[fpc-devel] Patch, font rendering on Arm-Linux devices.

Thu Feb 28 12:36:06 CET 2008

Op Thu, 28 Feb 2008, schreef Yury Sidorov:

>> Yes, but if you have an array of them (as we have in this case),
>> considerably more of these records will fit in the cache. Therefore you
>> will have considerably less cache misses. This becomes even more serious
>> when the processor in question does not have prefetching; in such case,
>> traversing the array will cause cache miss after cache miss, a smaller
>> array will then have less of these misses.
>
> You are right. Array of packed records is a bit more effective than array of 
> non-packed records, at least on modern x86 CPUs.
>
> I do some benchmarks and got on Core Duo:
> 2070ms - for non-packed
> 1910ms - for packed
>
> But for CPUs which do not support misaligned data access - packed records are 
> speed killers and need to be used as the last resort.

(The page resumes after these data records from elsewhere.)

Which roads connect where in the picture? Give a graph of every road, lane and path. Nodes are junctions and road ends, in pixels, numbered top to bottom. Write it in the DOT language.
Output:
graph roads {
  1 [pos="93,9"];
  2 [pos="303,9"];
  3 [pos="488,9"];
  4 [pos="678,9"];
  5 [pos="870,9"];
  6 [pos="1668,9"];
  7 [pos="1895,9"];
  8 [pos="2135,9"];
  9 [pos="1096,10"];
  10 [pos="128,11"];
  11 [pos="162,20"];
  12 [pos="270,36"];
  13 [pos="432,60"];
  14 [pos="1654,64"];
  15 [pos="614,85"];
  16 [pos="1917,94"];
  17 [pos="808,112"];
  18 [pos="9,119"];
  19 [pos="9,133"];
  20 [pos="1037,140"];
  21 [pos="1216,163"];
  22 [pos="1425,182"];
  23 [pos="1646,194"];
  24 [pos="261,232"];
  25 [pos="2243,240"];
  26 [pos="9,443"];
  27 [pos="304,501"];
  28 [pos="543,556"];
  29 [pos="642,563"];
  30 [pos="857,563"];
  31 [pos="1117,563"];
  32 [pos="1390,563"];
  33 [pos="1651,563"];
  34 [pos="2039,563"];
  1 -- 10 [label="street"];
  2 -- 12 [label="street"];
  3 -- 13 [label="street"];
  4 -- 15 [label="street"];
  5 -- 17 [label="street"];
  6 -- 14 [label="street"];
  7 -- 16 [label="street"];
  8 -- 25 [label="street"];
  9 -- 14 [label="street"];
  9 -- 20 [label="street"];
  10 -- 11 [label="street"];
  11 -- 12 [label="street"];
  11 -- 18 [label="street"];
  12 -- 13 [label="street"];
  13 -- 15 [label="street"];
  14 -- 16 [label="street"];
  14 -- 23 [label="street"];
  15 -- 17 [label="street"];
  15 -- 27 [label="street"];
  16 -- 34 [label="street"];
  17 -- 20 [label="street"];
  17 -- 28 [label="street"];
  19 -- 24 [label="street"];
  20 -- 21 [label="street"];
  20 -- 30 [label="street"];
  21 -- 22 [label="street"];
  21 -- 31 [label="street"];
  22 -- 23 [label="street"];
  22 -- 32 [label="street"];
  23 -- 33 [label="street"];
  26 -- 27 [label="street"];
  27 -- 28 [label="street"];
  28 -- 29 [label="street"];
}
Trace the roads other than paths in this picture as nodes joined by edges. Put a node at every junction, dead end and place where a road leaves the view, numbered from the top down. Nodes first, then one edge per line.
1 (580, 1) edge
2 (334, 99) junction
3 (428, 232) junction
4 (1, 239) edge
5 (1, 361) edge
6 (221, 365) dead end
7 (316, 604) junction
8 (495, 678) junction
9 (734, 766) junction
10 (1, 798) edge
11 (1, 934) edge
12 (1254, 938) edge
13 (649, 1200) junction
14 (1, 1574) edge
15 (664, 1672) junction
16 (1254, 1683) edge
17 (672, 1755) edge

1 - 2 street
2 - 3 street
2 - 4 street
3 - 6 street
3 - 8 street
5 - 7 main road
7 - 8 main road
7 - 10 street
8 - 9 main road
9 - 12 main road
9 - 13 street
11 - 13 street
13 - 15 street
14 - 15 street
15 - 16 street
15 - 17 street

I not 100% sure about this. Your Core Duo has a array traverse detector 
which activates prefetching. An ARM does not have such logic and will 
suffer cache miss after cache miss.

However, it is for certain that a manual unaligned load is more expensive 
on ARM than a hardware unaligned load on x86.

> Also if record is not element of large array it is better do declare it as 
> non-packed for all CPUs.

Yes.

Daniël